◆ Records to process
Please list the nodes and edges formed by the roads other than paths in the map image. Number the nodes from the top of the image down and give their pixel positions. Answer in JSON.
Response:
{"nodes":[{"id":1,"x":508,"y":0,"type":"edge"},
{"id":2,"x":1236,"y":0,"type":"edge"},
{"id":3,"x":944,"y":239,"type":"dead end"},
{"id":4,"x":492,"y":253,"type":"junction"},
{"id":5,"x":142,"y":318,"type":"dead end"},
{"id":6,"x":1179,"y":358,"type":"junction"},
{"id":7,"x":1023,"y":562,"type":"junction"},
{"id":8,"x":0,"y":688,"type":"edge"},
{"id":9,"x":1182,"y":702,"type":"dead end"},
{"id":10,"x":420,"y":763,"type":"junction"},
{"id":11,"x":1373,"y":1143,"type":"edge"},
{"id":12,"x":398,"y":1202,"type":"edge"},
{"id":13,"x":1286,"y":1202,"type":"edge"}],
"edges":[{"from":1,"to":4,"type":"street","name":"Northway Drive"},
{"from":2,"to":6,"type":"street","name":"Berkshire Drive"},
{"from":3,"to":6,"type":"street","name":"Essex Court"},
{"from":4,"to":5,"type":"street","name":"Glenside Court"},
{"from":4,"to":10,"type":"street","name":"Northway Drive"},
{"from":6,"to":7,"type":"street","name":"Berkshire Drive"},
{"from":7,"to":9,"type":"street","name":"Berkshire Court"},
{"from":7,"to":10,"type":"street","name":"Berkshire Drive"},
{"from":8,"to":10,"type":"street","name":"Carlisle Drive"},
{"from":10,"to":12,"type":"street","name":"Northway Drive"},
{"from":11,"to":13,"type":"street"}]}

◆ Instructions for the task
Take every line from the records above that has the word "Berkshire" and copy it.

◆ Answer box
{"from":2,"to":6,"type":"street","name":"Berkshire Drive"},
{"from":6,"to":7,"type":"street","name":"Berkshire Drive"},
{"from":7,"to":9,"type":"street","name":"Berkshire Court"},
{"from":7,"to":10,"type":"street","name":"Berkshire Drive"},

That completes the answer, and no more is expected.